Goal of the exercise - How many separate lines of the data contain "BENNY"? Give the count and nothing else.

[Saved entries]
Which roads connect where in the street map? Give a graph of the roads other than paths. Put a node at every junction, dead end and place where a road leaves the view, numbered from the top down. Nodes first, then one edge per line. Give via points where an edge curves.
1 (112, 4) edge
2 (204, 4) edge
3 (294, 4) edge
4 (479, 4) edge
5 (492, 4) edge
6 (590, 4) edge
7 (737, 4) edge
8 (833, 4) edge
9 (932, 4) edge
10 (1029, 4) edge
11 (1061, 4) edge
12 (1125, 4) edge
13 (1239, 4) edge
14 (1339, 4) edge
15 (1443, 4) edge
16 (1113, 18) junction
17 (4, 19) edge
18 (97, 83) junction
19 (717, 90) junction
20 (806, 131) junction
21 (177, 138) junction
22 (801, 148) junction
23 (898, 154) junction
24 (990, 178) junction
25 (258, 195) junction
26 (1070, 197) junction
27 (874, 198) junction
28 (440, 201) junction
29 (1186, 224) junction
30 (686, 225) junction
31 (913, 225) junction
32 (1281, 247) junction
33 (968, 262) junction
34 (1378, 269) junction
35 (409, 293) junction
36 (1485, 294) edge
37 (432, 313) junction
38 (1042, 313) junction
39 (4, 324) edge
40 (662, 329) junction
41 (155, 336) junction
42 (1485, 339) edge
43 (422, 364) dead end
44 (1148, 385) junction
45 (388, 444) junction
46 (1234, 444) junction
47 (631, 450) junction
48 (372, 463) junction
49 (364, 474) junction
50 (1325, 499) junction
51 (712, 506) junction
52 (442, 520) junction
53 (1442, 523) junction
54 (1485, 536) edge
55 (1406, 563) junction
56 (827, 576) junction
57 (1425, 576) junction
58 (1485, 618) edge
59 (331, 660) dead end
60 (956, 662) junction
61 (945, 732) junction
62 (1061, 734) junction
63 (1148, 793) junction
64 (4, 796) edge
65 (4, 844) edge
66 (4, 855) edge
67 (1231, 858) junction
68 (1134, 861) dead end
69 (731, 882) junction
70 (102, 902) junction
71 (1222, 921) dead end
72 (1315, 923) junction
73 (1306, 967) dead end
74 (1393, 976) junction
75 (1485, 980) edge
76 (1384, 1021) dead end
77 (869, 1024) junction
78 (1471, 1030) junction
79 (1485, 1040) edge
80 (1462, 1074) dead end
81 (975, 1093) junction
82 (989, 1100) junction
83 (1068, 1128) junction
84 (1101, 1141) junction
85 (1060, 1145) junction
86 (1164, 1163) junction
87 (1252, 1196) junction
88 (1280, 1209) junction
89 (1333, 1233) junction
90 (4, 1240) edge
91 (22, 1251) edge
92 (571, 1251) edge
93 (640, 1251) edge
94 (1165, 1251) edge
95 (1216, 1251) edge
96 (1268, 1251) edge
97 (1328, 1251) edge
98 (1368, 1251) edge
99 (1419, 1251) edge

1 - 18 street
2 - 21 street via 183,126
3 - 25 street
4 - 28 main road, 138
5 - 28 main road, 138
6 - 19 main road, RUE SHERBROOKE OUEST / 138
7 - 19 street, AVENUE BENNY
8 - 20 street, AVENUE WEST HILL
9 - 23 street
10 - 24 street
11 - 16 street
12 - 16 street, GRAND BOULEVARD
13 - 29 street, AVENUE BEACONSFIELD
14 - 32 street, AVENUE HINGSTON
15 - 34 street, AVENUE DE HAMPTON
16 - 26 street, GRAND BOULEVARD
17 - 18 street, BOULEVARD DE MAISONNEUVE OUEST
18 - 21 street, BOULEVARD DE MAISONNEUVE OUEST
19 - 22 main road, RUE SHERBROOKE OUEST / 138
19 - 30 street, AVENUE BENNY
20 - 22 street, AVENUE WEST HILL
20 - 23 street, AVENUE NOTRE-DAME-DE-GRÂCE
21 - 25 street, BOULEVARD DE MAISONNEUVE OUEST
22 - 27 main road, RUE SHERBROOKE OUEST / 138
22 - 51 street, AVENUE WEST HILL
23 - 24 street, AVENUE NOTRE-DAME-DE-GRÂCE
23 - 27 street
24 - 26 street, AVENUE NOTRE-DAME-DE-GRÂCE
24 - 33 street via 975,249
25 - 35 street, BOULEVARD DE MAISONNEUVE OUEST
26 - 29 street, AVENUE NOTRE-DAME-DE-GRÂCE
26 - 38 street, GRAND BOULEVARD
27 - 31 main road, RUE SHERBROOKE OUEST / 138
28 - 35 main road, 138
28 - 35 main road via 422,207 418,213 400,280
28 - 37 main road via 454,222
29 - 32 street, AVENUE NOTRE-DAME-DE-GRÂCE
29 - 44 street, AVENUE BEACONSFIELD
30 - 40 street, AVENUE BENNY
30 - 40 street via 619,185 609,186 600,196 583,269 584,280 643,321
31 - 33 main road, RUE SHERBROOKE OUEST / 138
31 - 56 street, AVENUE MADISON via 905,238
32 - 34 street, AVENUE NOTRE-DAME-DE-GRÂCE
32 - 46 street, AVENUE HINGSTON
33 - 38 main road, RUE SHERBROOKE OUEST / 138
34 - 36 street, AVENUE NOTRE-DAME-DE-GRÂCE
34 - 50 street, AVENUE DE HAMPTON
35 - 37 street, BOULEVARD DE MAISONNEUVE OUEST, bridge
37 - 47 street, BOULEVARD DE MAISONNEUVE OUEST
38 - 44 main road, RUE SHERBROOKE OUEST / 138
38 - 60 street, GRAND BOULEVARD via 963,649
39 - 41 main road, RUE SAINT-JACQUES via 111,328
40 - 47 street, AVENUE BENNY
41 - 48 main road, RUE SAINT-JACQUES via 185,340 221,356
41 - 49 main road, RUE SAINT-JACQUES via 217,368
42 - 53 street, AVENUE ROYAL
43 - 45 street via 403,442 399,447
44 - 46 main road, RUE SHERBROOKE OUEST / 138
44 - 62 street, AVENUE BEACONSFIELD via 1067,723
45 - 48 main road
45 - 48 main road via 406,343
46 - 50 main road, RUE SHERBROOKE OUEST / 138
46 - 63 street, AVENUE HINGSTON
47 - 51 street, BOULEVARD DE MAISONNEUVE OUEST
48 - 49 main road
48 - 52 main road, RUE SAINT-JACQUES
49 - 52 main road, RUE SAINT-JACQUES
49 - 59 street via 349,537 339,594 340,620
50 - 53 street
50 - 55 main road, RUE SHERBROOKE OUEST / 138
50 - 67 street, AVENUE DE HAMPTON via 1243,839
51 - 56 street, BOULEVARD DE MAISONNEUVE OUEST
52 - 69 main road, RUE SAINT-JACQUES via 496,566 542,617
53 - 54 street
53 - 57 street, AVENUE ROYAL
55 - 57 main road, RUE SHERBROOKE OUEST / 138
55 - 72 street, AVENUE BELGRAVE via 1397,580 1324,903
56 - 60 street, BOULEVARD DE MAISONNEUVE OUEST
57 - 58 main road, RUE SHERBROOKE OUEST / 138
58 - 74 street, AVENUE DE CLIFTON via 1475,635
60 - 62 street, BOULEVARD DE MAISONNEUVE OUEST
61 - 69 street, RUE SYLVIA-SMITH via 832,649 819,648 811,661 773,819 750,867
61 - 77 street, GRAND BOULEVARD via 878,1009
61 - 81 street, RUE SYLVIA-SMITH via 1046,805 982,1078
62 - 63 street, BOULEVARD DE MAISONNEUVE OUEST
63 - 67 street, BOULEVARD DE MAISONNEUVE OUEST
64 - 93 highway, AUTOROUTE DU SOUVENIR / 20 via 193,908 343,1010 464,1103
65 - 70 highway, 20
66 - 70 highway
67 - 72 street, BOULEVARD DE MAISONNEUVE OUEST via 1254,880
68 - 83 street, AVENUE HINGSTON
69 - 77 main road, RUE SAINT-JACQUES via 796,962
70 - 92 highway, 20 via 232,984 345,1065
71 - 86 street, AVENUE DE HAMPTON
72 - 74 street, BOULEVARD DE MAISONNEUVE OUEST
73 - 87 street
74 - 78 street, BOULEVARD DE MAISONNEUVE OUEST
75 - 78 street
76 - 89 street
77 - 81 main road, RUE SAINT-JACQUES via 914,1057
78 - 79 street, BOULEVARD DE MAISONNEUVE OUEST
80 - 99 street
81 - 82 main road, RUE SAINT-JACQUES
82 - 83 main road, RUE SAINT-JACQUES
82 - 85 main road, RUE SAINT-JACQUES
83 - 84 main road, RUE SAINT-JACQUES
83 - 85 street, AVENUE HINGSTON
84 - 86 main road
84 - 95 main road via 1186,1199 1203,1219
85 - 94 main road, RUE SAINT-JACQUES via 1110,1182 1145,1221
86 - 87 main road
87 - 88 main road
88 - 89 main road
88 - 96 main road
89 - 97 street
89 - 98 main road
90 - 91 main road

Expected answer - 4